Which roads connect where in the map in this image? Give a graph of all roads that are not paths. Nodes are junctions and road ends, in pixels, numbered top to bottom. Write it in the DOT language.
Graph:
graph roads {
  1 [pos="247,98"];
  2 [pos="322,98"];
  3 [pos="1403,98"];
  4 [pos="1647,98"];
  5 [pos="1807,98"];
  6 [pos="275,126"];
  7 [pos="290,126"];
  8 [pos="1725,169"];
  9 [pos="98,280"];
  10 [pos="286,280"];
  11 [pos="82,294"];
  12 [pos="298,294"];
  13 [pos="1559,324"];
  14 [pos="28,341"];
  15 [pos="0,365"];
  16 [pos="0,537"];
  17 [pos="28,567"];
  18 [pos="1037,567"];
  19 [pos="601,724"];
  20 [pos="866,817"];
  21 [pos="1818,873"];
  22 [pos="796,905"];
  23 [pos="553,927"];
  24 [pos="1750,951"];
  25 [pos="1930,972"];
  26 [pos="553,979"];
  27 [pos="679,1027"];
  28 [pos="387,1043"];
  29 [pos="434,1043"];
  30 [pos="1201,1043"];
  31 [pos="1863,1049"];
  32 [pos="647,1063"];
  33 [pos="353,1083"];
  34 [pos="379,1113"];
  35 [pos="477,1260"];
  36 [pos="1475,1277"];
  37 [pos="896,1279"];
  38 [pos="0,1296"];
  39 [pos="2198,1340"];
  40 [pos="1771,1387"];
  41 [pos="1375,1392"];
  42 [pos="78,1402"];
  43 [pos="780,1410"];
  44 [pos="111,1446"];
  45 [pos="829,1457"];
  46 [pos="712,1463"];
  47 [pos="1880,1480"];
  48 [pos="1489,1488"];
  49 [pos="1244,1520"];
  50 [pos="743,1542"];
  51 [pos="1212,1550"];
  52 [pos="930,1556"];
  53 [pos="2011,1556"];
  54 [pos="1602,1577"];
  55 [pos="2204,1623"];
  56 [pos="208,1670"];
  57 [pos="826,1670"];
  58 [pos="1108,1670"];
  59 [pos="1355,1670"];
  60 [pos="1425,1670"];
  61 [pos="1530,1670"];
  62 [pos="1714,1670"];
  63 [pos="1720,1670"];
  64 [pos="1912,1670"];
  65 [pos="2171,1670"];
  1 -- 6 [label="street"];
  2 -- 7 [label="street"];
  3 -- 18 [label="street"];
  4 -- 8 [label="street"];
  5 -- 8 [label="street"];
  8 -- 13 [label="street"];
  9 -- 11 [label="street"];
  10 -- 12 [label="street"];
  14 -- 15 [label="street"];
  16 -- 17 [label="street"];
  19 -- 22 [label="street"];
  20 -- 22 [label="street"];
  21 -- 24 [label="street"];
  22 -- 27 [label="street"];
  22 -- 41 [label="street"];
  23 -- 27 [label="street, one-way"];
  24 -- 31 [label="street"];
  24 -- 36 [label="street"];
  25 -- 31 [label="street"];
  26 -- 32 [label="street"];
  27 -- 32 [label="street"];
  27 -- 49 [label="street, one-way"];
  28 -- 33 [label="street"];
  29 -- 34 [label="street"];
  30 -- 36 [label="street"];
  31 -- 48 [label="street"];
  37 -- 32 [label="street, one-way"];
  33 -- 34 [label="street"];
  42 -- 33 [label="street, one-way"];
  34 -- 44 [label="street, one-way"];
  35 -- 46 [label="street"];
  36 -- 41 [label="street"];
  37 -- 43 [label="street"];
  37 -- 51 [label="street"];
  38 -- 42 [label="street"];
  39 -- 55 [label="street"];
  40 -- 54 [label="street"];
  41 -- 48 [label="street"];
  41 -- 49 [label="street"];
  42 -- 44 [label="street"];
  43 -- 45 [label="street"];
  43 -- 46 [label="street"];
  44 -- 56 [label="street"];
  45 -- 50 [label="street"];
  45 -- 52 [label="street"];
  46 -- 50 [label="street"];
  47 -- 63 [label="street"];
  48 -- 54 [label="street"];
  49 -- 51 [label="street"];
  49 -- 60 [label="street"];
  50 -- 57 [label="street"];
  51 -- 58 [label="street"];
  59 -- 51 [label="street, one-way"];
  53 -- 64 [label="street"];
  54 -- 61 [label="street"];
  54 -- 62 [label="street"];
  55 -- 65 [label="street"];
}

**Problem to work on:**
Every line of the listing that includes "roads" must be shown.

**Response to this task:**
Which roads connect where in the map in this image? Give a graph of all roads that are not paths. Nodes are junctions and road ends, in pixels, numbered top to bottom. Write it in the DOT language.
graph roads {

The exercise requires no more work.